The linear transformation \(T:\mathcal{R}^n \rightarrow \mathcal{R}^n\) given by the matrix transformation \(\mathbf{x} \rightarrow \mathbf{A}\mathbf{x}\) is one-to-one.
The inhomogeneous matrix equation \(\mathbf{A} \mathbf{x} = \mathbf{b}\) has a unique solution for all \(\mathbf{b} \in \mathcal{R}^n\).
The columns of \(\mathbf{A}\) span \(\mathcal{R}^n\).
The linear transformation \(\mathbf{x} \rightarrow \mathbf{A} \mathbf{x}\) maps \(\mathcal{R}^n\) onto \(\mathcal{R}^n\).
There is an \(n \times n\) matrix \(\mathbf{C}\) such that \(\mathbf{C}\mathbf{A} = \mathbf{I}\).
There is an \(n \times n\) matrix \(\mathbf{D}\) such that \(\mathbf{A}\mathbf{D} = \mathbf{I}\).
\(\mathbf{A}'\) is an invertible matrix.
A result of the invertible matrix theorem is that if \(\mathbf{A}\) and \(\mathbf{B}\) are \(n \times n\) matrices with \(\mathbf{A} \mathbf{B} = \mathbf{I}\) then \(\mathbf{A} = \mathbf{B}^{-1}\) and \(\mathbf{B} = \mathbf{A}^{-1}\).
9.4 Invertible Linear Transformations
Definition 9.3 A linear transformation \(T:\mathcal{R}^n \rightarrow \mathcal{R}^n\) is said to be invertible if there exists a transformation \(S:\mathcal{R}^n \rightarrow \mathcal{R}^n\) such that
\[ \begin{aligned} S(T(\mathbf{x})) = \mathbf{x} && \mbox{for all } \mathbf{x} \in \mathcal{R}^n T(S(\mathbf{x})) = \mathbf{x} && \mbox{for all } \mathbf{x} \in \mathcal{R}^n \\ \end{aligned} \]
- Draw figure in class
Theorem 9.6 Let \(T:\mathcal{R}^n \rightarrow \mathcal{R}^n\) be a linear transformation and let \(\mathbf{A}\) be the matrix representing the transformation \(T\).

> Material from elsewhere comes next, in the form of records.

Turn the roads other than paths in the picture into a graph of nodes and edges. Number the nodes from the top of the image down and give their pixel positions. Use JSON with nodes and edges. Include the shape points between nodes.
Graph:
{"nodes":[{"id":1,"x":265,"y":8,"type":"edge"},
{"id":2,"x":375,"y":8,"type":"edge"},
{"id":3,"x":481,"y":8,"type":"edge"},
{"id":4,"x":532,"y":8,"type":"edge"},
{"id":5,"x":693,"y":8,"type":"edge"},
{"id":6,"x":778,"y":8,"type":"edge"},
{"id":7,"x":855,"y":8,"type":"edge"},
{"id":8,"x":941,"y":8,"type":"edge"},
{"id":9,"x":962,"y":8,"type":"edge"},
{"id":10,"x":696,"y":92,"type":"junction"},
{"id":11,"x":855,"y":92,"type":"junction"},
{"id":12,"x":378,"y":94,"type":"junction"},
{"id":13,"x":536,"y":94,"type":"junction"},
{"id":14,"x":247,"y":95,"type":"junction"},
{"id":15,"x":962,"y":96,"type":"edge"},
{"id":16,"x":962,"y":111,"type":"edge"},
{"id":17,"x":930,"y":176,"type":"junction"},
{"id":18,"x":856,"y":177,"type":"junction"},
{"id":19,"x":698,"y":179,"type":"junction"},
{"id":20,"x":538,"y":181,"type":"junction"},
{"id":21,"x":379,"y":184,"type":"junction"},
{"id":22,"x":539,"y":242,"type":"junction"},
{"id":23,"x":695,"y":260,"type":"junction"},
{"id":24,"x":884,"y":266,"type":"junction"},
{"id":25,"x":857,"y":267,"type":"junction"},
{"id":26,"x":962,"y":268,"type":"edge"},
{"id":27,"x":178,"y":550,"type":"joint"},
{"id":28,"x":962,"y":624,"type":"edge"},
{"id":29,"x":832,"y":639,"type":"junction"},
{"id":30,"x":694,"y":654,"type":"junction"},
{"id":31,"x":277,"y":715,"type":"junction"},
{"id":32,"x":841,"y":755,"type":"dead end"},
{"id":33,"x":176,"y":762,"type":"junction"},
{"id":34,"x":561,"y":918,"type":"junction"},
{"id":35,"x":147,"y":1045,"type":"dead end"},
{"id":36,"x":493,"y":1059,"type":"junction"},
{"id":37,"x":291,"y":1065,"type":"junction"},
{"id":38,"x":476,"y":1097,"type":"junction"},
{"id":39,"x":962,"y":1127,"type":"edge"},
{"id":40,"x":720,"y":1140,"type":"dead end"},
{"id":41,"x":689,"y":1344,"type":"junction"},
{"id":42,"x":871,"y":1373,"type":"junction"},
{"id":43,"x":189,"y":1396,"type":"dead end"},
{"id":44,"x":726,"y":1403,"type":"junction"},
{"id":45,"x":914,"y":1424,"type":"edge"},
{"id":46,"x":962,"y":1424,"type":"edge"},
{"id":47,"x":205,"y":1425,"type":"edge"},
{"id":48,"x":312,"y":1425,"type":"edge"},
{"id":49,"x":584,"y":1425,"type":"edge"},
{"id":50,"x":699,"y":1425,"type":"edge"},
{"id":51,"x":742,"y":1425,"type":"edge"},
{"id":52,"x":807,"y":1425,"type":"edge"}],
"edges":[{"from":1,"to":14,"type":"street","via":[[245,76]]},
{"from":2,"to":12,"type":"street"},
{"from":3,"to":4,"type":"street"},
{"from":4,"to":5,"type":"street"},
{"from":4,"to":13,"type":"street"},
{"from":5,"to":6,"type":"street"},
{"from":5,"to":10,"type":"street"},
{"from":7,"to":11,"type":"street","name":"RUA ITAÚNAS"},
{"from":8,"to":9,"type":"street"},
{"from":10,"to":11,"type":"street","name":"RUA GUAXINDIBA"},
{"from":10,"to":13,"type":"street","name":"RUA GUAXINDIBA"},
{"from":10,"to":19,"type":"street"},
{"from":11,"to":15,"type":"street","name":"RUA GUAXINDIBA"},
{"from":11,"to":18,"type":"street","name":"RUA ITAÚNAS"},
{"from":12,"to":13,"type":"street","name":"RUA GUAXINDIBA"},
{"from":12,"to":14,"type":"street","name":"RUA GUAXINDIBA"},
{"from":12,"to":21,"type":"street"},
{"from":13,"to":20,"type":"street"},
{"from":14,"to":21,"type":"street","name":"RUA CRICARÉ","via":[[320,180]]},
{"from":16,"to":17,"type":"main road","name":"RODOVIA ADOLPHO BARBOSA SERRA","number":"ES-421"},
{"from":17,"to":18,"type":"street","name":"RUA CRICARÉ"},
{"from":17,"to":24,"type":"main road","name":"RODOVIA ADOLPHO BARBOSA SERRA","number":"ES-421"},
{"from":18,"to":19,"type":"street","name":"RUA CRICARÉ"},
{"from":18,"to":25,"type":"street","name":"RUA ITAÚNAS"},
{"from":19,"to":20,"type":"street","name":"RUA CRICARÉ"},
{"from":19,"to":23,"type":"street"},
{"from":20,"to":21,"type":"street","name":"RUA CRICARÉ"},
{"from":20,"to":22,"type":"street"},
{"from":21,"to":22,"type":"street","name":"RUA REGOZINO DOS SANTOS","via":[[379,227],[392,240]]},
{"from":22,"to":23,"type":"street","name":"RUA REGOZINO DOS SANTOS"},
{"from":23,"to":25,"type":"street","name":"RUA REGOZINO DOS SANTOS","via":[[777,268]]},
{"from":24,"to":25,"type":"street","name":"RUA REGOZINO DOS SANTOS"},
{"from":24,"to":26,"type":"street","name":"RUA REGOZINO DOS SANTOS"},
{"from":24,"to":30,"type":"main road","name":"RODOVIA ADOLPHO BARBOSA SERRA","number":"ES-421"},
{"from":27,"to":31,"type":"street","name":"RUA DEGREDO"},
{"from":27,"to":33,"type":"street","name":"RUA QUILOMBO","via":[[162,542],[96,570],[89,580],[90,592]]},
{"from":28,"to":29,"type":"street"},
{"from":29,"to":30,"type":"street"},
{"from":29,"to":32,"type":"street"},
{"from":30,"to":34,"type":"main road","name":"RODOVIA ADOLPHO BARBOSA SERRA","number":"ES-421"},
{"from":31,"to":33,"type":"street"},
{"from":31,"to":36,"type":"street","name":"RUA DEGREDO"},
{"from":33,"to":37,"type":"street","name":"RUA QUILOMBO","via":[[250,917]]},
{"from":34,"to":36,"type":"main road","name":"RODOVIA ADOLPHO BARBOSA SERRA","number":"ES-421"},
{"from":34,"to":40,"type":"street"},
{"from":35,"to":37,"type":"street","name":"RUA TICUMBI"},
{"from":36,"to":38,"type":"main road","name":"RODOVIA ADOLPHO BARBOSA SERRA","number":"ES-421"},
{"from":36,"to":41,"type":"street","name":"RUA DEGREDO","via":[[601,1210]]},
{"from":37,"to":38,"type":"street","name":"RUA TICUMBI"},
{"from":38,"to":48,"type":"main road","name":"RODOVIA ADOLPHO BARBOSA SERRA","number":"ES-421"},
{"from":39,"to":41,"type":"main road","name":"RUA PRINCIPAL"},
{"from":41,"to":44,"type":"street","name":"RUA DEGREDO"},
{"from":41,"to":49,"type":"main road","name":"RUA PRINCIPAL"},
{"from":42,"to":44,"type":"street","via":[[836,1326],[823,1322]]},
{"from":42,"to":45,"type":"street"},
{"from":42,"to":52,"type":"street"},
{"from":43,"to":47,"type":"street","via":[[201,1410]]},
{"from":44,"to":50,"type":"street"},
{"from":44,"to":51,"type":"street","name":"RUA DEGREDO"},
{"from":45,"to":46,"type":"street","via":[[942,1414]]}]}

Then the transformation \(T\) is invertible if and only if the matrix \(\mathbf{A}\) is invertible. Therefore, the matrix that represents \(S:\mathcal{R}^n \rightarrow \mathcal{R}^n\), the inverse transformation of \(T\), is unique and is represented by the matrix \(\mathbf{A}^{-1}\).